-- RECORD EXCERPTS follows --

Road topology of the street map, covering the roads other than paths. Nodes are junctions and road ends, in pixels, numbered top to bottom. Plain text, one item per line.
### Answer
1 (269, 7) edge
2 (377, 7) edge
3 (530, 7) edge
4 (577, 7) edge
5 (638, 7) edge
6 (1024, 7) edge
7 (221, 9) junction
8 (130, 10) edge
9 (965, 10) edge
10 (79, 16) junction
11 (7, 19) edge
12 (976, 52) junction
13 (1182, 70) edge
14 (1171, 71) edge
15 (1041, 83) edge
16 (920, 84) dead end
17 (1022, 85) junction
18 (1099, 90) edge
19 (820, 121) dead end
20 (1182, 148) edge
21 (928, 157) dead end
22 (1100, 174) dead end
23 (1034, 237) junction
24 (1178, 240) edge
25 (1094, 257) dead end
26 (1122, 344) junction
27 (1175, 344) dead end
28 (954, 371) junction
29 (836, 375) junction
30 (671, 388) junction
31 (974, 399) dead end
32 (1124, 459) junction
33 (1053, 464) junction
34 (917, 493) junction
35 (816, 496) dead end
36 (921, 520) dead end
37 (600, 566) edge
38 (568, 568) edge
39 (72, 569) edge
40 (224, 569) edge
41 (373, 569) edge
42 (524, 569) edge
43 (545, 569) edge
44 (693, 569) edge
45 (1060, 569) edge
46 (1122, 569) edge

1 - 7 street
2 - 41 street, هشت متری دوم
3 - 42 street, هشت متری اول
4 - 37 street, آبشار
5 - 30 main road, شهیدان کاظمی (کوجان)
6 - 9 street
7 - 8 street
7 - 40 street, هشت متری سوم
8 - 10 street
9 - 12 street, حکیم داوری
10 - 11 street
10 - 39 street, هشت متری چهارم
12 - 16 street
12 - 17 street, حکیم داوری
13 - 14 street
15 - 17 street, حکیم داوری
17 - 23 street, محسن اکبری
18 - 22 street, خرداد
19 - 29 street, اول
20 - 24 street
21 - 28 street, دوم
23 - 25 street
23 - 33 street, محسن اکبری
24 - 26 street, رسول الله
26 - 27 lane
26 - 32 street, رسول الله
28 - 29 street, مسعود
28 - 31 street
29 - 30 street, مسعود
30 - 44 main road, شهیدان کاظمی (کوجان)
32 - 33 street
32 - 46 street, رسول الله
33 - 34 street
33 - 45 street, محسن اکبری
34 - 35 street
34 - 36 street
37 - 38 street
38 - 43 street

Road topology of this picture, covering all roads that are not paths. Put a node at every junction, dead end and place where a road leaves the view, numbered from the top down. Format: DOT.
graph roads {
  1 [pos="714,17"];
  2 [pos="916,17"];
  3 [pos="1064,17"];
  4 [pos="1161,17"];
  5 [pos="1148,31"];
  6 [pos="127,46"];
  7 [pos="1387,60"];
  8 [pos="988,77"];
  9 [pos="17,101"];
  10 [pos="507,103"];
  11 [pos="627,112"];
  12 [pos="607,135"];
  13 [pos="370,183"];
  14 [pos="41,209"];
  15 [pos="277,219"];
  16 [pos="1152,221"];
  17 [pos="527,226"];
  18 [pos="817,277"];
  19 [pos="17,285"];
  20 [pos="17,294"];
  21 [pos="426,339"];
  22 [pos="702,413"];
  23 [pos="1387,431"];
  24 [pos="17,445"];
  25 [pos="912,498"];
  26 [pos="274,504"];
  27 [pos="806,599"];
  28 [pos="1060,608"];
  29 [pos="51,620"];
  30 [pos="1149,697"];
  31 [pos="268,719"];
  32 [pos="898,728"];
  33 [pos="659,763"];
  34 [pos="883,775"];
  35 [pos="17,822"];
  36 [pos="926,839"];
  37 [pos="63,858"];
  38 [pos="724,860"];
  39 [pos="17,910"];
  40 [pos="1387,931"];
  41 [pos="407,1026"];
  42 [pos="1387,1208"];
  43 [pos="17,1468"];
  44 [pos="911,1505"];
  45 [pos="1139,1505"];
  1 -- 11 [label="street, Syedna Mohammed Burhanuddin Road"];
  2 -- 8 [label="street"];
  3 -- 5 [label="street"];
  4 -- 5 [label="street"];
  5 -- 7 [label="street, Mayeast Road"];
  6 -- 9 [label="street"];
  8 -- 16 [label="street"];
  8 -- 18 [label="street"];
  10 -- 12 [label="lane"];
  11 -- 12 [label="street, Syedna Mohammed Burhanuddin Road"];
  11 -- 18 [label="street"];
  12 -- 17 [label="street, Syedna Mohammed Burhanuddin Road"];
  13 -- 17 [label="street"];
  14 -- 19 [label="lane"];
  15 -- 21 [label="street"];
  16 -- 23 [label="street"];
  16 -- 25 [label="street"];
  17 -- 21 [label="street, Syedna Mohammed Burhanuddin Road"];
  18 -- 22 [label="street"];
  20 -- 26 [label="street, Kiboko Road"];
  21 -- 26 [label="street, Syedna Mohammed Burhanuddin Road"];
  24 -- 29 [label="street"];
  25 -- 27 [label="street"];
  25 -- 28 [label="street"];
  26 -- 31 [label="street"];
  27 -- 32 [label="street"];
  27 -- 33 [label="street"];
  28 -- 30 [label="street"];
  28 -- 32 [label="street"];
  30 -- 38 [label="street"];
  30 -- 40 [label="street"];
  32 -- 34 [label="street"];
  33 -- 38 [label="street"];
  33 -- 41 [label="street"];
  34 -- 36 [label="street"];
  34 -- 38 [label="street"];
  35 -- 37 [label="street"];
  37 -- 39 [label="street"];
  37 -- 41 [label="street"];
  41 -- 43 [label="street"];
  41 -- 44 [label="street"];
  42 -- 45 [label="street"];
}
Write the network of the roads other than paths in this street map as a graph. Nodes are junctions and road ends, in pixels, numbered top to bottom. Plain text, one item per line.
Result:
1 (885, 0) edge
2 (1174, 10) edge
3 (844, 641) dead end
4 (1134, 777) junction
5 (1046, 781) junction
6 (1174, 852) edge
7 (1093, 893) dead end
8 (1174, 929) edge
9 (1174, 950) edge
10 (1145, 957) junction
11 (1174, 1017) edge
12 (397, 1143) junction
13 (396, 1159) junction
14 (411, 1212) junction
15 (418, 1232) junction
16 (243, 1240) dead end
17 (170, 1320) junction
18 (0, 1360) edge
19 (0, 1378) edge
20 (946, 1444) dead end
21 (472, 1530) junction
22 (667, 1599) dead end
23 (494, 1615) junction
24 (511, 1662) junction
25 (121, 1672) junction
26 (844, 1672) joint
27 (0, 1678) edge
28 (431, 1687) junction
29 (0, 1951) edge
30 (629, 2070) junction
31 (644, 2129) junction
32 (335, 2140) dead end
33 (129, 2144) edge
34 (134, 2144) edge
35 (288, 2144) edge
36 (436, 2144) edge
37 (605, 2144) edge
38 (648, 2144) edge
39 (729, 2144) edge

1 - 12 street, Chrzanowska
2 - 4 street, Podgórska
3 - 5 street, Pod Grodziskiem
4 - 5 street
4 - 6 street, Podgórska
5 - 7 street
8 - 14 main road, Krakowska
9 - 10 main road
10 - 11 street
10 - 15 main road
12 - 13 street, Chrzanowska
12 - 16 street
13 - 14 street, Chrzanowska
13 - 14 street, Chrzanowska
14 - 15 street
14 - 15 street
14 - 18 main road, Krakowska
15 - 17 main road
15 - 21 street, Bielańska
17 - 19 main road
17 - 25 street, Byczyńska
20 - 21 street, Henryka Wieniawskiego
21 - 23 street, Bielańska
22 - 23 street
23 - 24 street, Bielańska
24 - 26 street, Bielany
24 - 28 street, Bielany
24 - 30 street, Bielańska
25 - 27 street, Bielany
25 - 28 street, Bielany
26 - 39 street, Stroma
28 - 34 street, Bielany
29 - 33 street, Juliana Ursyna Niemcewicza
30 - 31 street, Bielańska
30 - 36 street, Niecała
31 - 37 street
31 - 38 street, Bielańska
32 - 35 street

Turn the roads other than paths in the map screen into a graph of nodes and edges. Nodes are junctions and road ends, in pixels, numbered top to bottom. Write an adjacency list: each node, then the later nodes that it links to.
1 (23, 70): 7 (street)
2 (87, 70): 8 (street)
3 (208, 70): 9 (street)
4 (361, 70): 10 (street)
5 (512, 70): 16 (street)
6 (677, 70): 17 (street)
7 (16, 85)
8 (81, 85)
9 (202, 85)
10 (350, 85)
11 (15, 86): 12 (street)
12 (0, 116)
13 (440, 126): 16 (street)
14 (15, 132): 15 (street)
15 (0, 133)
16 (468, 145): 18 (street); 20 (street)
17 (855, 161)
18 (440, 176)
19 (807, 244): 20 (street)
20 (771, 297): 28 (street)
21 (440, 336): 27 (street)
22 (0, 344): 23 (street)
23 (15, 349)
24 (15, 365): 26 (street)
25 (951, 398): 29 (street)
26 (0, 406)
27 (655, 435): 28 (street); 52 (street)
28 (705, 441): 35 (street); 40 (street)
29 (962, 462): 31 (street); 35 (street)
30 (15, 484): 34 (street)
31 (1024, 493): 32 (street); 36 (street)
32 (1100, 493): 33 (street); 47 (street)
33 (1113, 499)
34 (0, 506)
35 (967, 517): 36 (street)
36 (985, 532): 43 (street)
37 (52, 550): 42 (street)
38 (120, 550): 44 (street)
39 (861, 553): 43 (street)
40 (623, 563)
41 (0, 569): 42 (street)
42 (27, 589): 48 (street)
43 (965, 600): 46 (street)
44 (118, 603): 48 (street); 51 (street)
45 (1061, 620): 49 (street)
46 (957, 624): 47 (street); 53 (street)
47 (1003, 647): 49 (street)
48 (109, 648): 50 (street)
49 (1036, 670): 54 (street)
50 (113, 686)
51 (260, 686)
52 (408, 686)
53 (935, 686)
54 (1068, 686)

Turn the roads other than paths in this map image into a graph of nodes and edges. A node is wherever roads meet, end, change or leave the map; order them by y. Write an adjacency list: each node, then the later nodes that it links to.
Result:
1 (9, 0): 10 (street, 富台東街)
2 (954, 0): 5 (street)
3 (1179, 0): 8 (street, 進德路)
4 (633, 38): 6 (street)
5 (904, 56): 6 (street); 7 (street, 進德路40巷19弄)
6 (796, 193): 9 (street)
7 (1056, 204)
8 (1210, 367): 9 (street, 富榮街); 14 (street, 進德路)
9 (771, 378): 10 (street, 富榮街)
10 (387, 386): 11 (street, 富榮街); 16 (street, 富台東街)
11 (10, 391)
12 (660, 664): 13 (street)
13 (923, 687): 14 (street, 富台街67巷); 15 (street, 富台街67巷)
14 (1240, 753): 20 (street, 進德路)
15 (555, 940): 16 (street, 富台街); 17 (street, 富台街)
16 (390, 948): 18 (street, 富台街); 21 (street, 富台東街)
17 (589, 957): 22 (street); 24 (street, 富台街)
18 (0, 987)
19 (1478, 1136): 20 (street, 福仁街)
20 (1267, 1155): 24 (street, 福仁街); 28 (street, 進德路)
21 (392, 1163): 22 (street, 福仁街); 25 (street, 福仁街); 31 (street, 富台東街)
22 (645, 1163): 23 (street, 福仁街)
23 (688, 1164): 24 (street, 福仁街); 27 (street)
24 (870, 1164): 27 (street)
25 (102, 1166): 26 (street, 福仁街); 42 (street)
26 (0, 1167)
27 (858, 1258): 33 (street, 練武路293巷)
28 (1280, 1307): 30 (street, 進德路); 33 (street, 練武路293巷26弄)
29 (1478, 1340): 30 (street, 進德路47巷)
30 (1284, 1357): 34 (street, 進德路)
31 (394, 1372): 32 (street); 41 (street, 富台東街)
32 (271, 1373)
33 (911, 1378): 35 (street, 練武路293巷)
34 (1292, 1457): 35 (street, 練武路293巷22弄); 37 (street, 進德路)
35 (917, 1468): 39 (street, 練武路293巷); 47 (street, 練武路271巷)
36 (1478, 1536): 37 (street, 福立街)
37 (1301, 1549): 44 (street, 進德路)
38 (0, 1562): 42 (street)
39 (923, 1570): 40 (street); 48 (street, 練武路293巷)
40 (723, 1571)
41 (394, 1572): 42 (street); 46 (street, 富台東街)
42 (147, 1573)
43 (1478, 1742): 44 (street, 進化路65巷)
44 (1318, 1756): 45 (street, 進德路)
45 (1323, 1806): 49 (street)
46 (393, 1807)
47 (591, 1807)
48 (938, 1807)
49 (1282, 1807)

-- RECORD EXCERPTS concluded --

● **WORK ITEM**: Scan the entries above for the word "pixels". Report the lines that hold it.

● **EXERCISE RESULT**:
Road topology of the street map, covering the roads other than paths. Nodes are junctions and road ends, in pixels, numbered top to bottom. Plain text, one item per line.
Write the network of the roads other than paths in this street map as a graph. Nodes are junctions and road ends, in pixels, numbered top to bottom. Plain text, one item per line.
Turn the roads other than paths in the map screen into a graph of nodes and edges. Nodes are junctions and road ends, in pixels, numbered top to bottom. Write an adjacency list: each node, then the later nodes that it links to.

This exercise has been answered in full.